Try it:
Each line below containing the word "Malmarinhas" needs to be shown.

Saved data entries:
[Start of section]
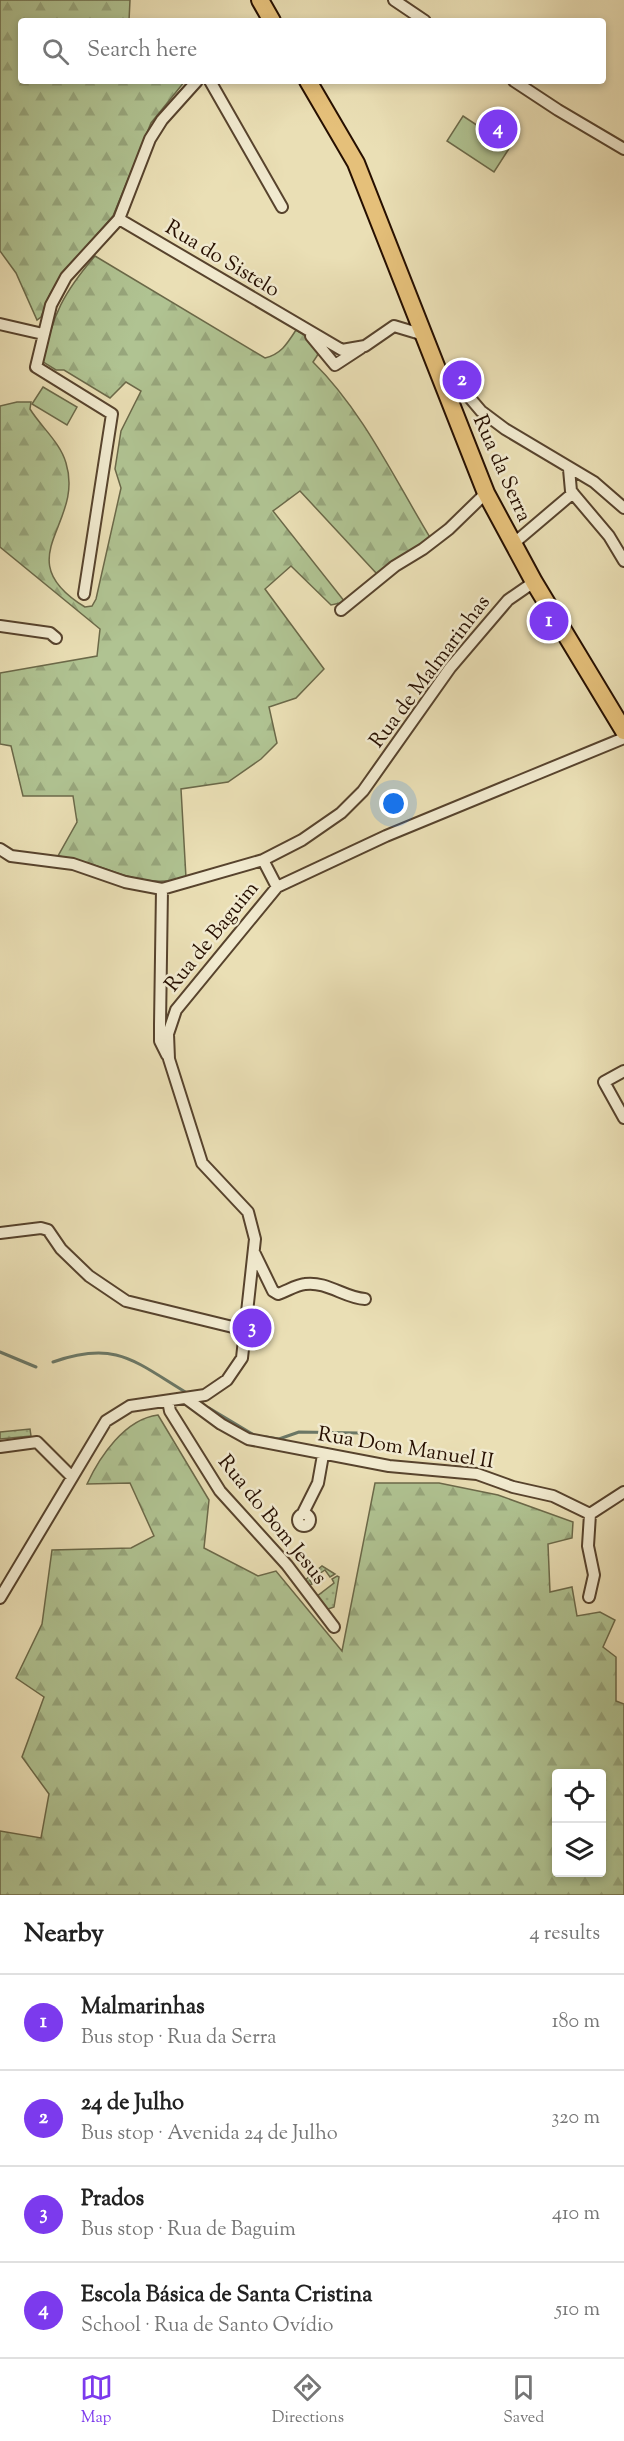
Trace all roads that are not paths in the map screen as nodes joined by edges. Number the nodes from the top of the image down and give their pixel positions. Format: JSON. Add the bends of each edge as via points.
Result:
{"nodes":[{"id":1,"x":260,"y":0,"type":"edge"},
{"id":2,"x":394,"y":0,"type":"edge"},
{"id":3,"x":269,"y":18,"type":"edge"},
{"id":4,"x":421,"y":18,"type":"edge"},
{"id":5,"x":193,"y":84,"type":"edge"},
{"id":6,"x":212,"y":84,"type":"edge"},
{"id":7,"x":310,"y":84,"type":"edge"},
{"id":8,"x":519,"y":84,"type":"edge"},
{"id":9,"x":624,"y":149,"type":"edge"},
{"id":10,"x":282,"y":207,"type":"dead end"},
{"id":11,"x":119,"y":219,"type":"junction"},
{"id":12,"x":0,"y":324,"type":"edge"},
{"id":13,"x":307,"y":331,"type":"junction"},
{"id":14,"x":43,"y":334,"type":"junction"},
{"id":15,"x":424,"y":335,"type":"junction"},
{"id":16,"x":365,"y":346,"type":"junction"},
{"id":17,"x":441,"y":379,"type":"junction"},
{"id":18,"x":569,"y":469,"type":"junction"},
{"id":19,"x":486,"y":493,"type":"junction"},
{"id":20,"x":573,"y":493,"type":"junction"},
{"id":21,"x":624,"y":508,"type":"edge"},
{"id":22,"x":513,"y":544,"type":"junction"},
{"id":23,"x":624,"y":561,"type":"edge"},
{"id":24,"x":534,"y":582,"type":"junction"},
{"id":25,"x":84,"y":594,"type":"dead end"},
{"id":26,"x":340,"y":610,"type":"dead end"},
{"id":27,"x":0,"y":626,"type":"edge"},
{"id":28,"x":56,"y":638,"type":"dead end"},
{"id":29,"x":624,"y":731,"type":"edge"},
{"id":30,"x":624,"y":738,"type":"edge"},
{"id":31,"x":0,"y":849,"type":"edge"},
{"id":32,"x":263,"y":860,"type":"junction"},
{"id":33,"x":277,"y":887,"type":"junction"},
{"id":34,"x":162,"y":889,"type":"junction"},
{"id":35,"x":169,"y":1059,"type":"junction"},
{"id":36,"x":624,"y":1071,"type":"edge"},
{"id":37,"x":624,"y":1118,"type":"edge"},
{"id":38,"x":0,"y":1233,"type":"edge"},
{"id":39,"x":254,"y":1252,"type":"junction"},
{"id":40,"x":365,"y":1299,"type":"dead end"},
{"id":41,"x":245,"y":1330,"type":"junction"},
{"id":42,"x":187,"y":1399,"type":"junction"},
{"id":43,"x":168,"y":1401,"type":"junction"},
{"id":44,"x":0,"y":1447,"type":"edge"},
{"id":45,"x":323,"y":1455,"type":"junction"},
{"id":46,"x":72,"y":1476,"type":"junction"},
{"id":47,"x":624,"y":1492,"type":"edge"},
{"id":48,"x":303,"y":1513,"type":"dead end"},
{"id":49,"x":590,"y":1514,"type":"junction"},
{"id":50,"x":590,"y":1597,"type":"dead end"},
{"id":51,"x":0,"y":1598,"type":"edge"},
{"id":52,"x":333,"y":1628,"type":"dead end"}],
"edges":[{"from":1,"to":3,"type":"main road"},
{"from":2,"to":4,"type":"street"},
{"from":5,"to":11,"type":"street","via":[[150,139]]},
{"from":6,"to":10,"type":"street"},
{"from":7,"to":15,"type":"main road","name":"Rua da Serra","via":[[356,164]]},
{"from":8,"to":9,"type":"street"},
{"from":11,"to":13,"type":"street","name":"Rua do Sistelo"},
{"from":11,"to":14,"type":"street","via":[[66,277],[51,305]]},
{"from":12,"to":14,"type":"street"},
{"from":13,"to":16,"type":"street","name":"Rua do Sistelo","via":[[342,350]]},
{"from":13,"to":16,"type":"street","name":"Rua do Sistelo","via":[[335,365]]},
{"from":14,"to":25,"type":"street","via":[[36,367],[112,414]]},
{"from":15,"to":16,"type":"street","name":"Rua do Sistelo","via":[[394,326]]},
{"from":15,"to":17,"type":"main road","name":"Rua da Serra"},
{"from":17,"to":18,"type":"street","via":[[464,391],[481,411],[505,429]]},
{"from":17,"to":19,"type":"main road","name":"Rua da Serra"},
{"from":18,"to":20,"type":"street"},
{"from":18,"to":21,"type":"street","via":[[594,482]]},
{"from":19,"to":22,"type":"main road","name":"Rua da Serra"},
{"from":19,"to":26,"type":"street","via":[[449,529]]},
{"from":20,"to":22,"type":"street"},
{"from":20,"to":23,"type":"street"},
{"from":22,"to":24,"type":"main road","name":"Rua da Serra"},
{"from":24,"to":29,"type":"main road","name":"Rua da Serra"},
{"from":24,"to":32,"type":"street","name":"Rua de Malmarinhas","via":[[508,600],[450,668],[363,791],[321,828]]},
{"from":27,"to":28,"type":"street","via":[[50,633]]},
{"from":30,"to":33,"type":"street","name":"Rua de Baguim","via":[[386,836]]},
{"from":31,"to":34,"type":"street","via":[[11,856],[73,864],[125,882]]},
{"from":32,"to":33,"type":"street"},
{"from":32,"to":34,"type":"street","name":"Rua de Malmarinhas"},
{"from":33,"to":35,"type":"street","name":"Rua de Baguim","via":[[177,1010],[168,1034]]},
{"from":34,"to":35,"type":"street","via":[[160,1041]]},
{"from":35,"to":39,"type":"street","name":"Rua de Baguim","via":[[201,1163],[248,1212],[254,1225]]},
{"from":36,"to":37,"type":"street","via":[[604,1082]]},
{"from":38,"to":41,"type":"street","via":[[48,1230],[89,1276],[126,1301]]},
{"from":39,"to":40,"type":"street","via":[[278,1294],[306,1284]]},
{"from":39,"to":41,"type":"street","name":"Rua de Baguim"},
{"from":41,"to":42,"type":"street","name":"Rua de Baguim","via":[[242,1358],[227,1380],[205,1395]]},
{"from":42,"to":43,"type":"street","name":"Rua de Baguim"},
{"from":42,"to":45,"type":"street","name":"Rua Dom Manuel II","via":[[248,1439]]},
{"from":43,"to":46,"type":"street","name":"Rua de Baguim","via":[[130,1406],[106,1421]]},
{"from":43,"to":52,"type":"street","name":"Rua do Bom Jesus","via":[[220,1491],[287,1565]]},
{"from":44,"to":46,"type":"street","via":[[39,1444]]},
{"from":45,"to":48,"type":"street","via":[[318,1483]]},
{"from":45,"to":49,"type":"street","name":"Rua Dom Manuel II","via":[[477,1474],[553,1496]]},
{"from":46,"to":51,"type":"street","name":"Rua de Baguim"},
{"from":47,"to":49,"type":"street"},
{"from":49,"to":50,"type":"street","via":[[588,1546],[594,1575]]}]}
[End of section]
Finished task:
{"from":24,"to":32,"type":"street","name":"Rua de Malmarinhas","via":[[508,600],[450,668],[363,791],[321,828]]},
{"from":32,"to":34,"type":"street","name":"Rua de Malmarinhas"},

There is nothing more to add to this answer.